The honest threshold is 15 to 18 properties for most solo operators, not 10. Below 15 doors, automation (pricing rules, message templates, automated turnover triggers) usually buys back the hours a part-time VA would cover, at a fraction of the management overhead. Above 18 doors, even a well-automated operation needs a second pair of hands for the variable load: inbox triage, turnover exceptions, review responses, owner reporting. Hiring earlier than that often means paying a VA to babysit a process that should have been automated first.
Should I hire through a VA agency or directly via a job board?
Agencies cost 30 to 60 percent more per billable hour but absorb recruiting, replacement, and payroll friction. They make sense when you can't dedicate 10 to 20 hours to a hiring process or when one bad month would push you out of business. Direct hire via platforms like Onlinejobs.ph runs cheaper per hour, but the cost is your time on recruiting, written SOPs, payment infrastructure, and the risk of losing your VA without a backup. At 10 to 20 doors, direct hire wins on math. Above 25 to 30 doors or with multiple VAs, agencies start earning their premium on operational continuity.
What hourly rate should I expect to pay an STR virtual assistant?
Agency-managed Filipino VAs publicly start around $7 per hour for generalist administrative work (per [Virtual Coworker's published pricing](https://www.virtualcoworker.com/pricing/), verified June 2026), and STR-specialized agencies typically charge $9 to $15 per hour fully loaded. Direct hires in the Philippines via Onlinejobs.ph generally run $4 to $8 per hour. Latin American VAs (Mexico, Colombia, Argentina) usually fall in the $8 to $14 per hour range with stronger English and time-zone overlap. US-based STR VAs cost $18 to $30 per hour and are rarely justified below 30 doors. Verify with each vendor.
Can my VA legally take over communication on my Airbnb account?
Airbnb's co-host role exists specifically for this. Adding a VA as a co-host on each listing gives them messaging, calendar, and reservation management access without sharing your account credentials. The owner keeps payout and banking access. Do not share account passwords for a delegation that has a built-in role. The official co-host feature also preserves the host's review of a co-host's actions if something goes wrong, where sharing a password leaves you fully exposed.
Is my offshore VA a contractor or an employee for US tax purposes?
For US operators hiring foreign-resident VAs who perform all work outside the United States, the relationship is typically a foreign contractor arrangement, and US employment tax withholding generally does not apply.

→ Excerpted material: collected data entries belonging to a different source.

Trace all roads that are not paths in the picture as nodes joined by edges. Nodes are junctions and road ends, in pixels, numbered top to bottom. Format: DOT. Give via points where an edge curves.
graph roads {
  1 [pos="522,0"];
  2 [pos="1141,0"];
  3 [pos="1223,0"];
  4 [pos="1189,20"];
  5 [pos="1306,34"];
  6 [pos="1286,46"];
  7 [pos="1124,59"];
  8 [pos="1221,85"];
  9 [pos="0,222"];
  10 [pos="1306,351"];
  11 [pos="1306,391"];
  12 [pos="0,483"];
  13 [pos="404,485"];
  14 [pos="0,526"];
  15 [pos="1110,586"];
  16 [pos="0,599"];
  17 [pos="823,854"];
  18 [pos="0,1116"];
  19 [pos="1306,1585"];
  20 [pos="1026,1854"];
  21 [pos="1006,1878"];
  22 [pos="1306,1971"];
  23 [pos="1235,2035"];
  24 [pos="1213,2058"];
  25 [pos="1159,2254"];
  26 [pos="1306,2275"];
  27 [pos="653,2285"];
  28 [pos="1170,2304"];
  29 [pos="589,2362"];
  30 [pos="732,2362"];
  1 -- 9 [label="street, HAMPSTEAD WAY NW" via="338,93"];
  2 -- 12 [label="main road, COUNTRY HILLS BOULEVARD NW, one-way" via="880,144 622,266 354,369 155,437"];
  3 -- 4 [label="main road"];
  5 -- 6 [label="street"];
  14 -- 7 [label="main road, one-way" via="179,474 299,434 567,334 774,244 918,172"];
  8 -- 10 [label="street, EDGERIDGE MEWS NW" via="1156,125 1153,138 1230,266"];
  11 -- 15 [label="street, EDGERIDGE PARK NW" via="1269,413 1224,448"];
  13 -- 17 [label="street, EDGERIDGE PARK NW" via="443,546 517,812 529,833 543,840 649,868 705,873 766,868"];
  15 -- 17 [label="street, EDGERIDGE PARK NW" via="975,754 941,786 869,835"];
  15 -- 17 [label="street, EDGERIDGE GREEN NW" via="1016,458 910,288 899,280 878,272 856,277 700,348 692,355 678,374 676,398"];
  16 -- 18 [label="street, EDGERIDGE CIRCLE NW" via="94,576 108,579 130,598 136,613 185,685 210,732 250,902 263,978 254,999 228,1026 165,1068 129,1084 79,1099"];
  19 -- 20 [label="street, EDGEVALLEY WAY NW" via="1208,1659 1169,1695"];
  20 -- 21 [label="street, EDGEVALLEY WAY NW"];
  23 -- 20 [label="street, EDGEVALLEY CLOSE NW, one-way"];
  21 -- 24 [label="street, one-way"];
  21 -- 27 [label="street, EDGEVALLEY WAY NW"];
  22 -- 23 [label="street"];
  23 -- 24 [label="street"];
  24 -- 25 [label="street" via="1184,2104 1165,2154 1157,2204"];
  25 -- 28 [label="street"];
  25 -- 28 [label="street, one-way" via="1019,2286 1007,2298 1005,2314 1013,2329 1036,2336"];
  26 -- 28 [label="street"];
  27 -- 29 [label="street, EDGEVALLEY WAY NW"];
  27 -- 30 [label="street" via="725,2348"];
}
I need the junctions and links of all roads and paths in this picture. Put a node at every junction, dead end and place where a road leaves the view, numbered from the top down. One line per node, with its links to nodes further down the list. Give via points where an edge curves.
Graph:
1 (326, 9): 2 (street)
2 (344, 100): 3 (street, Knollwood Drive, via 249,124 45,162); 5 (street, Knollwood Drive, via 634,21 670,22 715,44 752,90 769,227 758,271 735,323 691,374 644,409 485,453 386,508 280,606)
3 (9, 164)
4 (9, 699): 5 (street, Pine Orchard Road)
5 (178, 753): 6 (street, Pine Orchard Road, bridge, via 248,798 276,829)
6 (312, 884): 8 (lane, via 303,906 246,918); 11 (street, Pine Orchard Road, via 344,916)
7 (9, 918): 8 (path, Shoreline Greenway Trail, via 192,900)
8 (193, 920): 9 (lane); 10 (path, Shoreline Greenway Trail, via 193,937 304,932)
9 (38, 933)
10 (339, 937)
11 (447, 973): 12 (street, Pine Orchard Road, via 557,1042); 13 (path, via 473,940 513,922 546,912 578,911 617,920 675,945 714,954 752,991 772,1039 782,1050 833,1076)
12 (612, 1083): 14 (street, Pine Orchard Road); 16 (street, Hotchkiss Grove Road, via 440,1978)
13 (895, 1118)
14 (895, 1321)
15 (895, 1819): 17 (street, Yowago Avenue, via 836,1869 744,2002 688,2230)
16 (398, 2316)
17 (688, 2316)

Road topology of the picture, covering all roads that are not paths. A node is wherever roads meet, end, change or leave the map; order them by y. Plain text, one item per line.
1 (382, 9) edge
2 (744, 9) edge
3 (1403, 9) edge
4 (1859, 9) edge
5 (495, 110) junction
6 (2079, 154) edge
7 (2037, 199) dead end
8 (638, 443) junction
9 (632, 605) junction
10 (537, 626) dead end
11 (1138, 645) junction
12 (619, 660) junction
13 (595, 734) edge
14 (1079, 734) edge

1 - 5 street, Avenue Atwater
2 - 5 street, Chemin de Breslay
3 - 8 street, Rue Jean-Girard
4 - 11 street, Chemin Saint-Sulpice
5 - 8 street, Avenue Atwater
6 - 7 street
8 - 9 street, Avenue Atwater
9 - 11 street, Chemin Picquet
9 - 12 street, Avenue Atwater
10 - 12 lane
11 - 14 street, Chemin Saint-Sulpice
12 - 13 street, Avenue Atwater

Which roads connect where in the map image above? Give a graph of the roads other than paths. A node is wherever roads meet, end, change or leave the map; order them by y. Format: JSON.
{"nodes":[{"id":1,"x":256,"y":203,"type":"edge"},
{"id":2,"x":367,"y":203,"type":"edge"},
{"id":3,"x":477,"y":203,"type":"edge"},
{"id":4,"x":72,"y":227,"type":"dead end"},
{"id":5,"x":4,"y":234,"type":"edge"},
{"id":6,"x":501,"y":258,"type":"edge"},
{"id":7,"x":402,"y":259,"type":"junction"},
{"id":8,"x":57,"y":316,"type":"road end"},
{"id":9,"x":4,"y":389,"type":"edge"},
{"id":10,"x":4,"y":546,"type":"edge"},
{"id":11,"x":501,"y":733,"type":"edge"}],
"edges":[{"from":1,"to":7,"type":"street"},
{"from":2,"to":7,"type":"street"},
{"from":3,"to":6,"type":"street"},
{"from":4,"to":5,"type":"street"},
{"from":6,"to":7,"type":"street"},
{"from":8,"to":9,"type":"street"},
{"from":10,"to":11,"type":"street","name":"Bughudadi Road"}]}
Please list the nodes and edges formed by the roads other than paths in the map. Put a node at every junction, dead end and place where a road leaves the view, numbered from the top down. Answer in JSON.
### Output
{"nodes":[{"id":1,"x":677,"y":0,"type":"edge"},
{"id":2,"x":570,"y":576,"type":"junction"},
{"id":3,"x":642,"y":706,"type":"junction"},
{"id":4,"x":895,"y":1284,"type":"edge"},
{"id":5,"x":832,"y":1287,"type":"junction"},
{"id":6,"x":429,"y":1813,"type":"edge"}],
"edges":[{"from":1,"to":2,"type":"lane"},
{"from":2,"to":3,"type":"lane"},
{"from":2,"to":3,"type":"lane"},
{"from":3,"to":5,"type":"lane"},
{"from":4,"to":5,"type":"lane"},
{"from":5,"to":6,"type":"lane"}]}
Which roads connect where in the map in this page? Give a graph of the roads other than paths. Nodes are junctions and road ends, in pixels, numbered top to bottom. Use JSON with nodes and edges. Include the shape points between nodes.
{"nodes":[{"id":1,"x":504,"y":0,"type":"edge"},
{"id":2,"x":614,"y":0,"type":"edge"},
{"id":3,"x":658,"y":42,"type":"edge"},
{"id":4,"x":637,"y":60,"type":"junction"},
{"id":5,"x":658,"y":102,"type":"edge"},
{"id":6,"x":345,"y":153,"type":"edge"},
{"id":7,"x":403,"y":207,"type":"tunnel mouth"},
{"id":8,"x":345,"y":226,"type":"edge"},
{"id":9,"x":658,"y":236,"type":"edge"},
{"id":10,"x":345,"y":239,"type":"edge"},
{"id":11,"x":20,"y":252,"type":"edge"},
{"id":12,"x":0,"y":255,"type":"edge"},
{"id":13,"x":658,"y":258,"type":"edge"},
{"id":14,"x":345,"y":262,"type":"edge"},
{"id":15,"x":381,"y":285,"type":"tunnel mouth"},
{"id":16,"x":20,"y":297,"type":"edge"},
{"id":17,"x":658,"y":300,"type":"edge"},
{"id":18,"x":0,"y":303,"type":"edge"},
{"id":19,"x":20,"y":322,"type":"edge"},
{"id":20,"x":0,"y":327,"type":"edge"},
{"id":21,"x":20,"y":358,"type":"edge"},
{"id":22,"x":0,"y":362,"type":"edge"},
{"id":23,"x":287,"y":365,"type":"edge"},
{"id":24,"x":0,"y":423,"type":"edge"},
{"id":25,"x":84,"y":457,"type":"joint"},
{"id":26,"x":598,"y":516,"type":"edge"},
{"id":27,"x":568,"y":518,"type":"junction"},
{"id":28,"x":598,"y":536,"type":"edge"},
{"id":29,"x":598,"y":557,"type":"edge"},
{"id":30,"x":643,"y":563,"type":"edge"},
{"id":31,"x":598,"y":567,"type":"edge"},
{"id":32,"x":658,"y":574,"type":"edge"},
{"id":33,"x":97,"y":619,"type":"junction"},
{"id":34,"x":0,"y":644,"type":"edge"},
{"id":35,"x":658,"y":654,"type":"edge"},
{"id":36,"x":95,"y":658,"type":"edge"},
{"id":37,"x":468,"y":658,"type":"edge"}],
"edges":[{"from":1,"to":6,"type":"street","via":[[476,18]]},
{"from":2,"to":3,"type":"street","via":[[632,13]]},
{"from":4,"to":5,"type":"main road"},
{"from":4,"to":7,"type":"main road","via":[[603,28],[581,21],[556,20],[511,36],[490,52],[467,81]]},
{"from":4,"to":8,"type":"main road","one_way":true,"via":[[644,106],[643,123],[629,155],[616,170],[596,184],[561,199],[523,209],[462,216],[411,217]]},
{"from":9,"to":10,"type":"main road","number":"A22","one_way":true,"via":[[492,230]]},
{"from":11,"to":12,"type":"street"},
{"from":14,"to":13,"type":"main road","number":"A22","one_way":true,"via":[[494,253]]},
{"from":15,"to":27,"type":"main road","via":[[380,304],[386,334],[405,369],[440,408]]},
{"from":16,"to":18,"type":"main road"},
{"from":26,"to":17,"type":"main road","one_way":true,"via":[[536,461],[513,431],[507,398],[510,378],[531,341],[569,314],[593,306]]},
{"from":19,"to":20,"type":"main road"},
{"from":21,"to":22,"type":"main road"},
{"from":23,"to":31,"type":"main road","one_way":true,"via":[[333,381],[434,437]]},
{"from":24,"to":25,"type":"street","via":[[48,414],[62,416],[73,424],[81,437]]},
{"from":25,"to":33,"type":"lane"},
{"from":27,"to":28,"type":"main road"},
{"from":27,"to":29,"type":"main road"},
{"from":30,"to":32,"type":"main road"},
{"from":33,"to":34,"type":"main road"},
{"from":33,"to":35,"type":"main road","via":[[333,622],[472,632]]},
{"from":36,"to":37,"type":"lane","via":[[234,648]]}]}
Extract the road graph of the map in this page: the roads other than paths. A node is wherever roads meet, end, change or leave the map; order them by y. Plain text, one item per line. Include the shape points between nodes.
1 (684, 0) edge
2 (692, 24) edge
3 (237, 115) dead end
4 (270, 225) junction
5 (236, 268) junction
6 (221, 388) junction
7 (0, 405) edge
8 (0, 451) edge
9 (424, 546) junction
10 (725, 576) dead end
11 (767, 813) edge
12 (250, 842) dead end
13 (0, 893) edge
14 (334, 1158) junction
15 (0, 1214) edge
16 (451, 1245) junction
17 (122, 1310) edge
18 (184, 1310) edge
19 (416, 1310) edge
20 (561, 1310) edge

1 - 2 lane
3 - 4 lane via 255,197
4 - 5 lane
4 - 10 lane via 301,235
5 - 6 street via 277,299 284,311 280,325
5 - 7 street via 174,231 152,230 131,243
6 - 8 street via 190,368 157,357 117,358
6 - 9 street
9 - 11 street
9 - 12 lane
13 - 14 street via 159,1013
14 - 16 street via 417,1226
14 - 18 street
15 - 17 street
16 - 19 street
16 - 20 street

The IRS still uses its three-factor test (behavioral control, financial control, type of relationship) for any classification dispute, summarized on the official [Independent contractor or employee?](https://www.irs.gov/businesses/small-businesses-self-employed/independent-contractor-self-employed-or-employee) page (verified June 2026). This is informational, not legal or tax advice. Consult a CPA or employment attorney in your jurisdiction before structuring a paid relationship.